Western (non-Muslim) feminists often fail in their efforts to educate other societies about such issues because they approach the situation from the wrong direction, one which Muslims find offensive. They do not take into account the values of the Islamic religion which state that men and women both should be pure at the time of first marriage; rather they often suggest that women should be liberated from this idea and allowed to date and have boyfriends with whom they may choose to be intimate. This idea is unacceptable in Islam, and it should not have a place in the movement to educate Muslims about the nature of the hymen. Instead, the focus should be on scientific facts and on understanding the true Islamic position on this matter.
Another mistake non-Muslims often make is to blame and criticize Islam for the ignorance which can serve to oppress women. We have already seen this in the Western movement to abolish female genital mutilation: in the beginning of this movement the world was informed that this abhorrent practice is an Islamic ritual that Muslim women must undergo as a matter of religious obligation when the fact is that this practice is un-Islamic and has its roots in pre-Islamic African traditions. While some Muslim women are circumcised, it is not because Islam asked them to do that but because they live in a society in which religious knowledge has taken second place to cultural practices. With regards to the hymen issue, it is also wrong to blame Islam (as I have demonstrated in this article), and what's more: this problem is by no means limited to the Islamic world - women in Asia, South America, and even Europe and North America still believe in the myth of the hymen: just ask your mothers and grandmothers.
All Muslims have a responsibility to fight ignorance and oppression. If you are a Muslim, the least you can do to educate others about this issue is to start with your own family...make sure that your sons and daughters both have correct information before they get married. Open the subject with your husbands, mothers, aunts and friends as much as you can within the limits of good taste as it is not always acceptable to discuss such topics openly (depending on the culture.)

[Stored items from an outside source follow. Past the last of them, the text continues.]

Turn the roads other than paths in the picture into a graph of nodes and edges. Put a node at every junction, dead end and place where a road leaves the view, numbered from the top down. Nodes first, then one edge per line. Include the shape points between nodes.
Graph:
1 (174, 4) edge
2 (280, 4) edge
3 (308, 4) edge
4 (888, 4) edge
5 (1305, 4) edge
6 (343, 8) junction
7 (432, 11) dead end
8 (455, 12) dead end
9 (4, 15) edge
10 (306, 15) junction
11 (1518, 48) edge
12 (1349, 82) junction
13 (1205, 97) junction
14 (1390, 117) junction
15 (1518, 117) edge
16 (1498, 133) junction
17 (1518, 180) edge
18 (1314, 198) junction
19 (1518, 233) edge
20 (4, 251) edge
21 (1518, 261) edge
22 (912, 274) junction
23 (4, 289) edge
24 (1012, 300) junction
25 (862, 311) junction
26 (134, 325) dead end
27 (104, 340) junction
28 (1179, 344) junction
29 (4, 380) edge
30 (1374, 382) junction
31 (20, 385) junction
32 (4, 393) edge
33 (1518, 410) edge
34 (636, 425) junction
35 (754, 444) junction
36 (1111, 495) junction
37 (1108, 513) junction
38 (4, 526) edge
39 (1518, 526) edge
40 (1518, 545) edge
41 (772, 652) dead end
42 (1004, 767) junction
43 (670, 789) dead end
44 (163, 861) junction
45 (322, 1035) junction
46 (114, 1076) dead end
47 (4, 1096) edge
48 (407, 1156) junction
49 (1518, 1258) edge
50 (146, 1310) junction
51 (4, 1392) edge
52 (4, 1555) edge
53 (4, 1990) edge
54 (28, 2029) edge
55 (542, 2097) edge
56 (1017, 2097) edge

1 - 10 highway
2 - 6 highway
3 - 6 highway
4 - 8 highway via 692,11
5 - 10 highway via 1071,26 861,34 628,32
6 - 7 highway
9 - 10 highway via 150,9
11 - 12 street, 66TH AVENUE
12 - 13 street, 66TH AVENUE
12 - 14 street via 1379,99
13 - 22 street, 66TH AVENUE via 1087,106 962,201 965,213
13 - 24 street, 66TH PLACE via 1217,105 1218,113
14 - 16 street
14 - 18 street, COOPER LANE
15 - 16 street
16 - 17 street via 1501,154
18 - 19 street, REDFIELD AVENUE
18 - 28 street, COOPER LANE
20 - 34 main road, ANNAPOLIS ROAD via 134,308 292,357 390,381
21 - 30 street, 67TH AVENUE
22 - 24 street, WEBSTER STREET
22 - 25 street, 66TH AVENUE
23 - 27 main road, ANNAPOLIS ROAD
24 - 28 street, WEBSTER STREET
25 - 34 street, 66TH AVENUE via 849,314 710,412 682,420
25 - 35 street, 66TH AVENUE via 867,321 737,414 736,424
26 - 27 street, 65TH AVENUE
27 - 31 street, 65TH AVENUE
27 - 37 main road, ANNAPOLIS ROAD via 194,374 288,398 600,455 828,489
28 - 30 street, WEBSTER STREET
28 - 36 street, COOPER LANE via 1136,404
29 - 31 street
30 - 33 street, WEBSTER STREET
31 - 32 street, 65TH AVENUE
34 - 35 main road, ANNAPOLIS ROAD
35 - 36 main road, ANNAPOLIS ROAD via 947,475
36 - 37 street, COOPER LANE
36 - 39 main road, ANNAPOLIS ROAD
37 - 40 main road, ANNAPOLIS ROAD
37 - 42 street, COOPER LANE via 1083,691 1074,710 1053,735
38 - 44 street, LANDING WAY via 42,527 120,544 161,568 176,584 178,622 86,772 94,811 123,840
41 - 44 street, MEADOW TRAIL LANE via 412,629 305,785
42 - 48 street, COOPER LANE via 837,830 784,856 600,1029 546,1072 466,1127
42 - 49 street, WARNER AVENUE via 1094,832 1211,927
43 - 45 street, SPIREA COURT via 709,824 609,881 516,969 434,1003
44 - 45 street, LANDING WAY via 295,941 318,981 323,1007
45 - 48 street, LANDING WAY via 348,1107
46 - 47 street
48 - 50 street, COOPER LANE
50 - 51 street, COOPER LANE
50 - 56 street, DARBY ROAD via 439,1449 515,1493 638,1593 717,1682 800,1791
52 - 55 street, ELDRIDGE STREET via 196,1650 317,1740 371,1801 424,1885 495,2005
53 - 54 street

If you work in the healthcare industry, find opportunities to educate your patients even if they come to your office for another type of healthcare concern. One way to do this might be to prepare a general package of healthcare pamphlets for each patient, and the hymen can be one of the subjects covered. This way you are not embarrassing or offending anyone, but you are still getting the word out. If you work in a multi-cultural society, do not forget to have the information printed in more than one language.
I thank you all for taking the time to read this lengthy article and I ask that Allah guide us all to the Truth and Beauty of Islam as it is truly a religion and way of life which fights injustice in all its forms.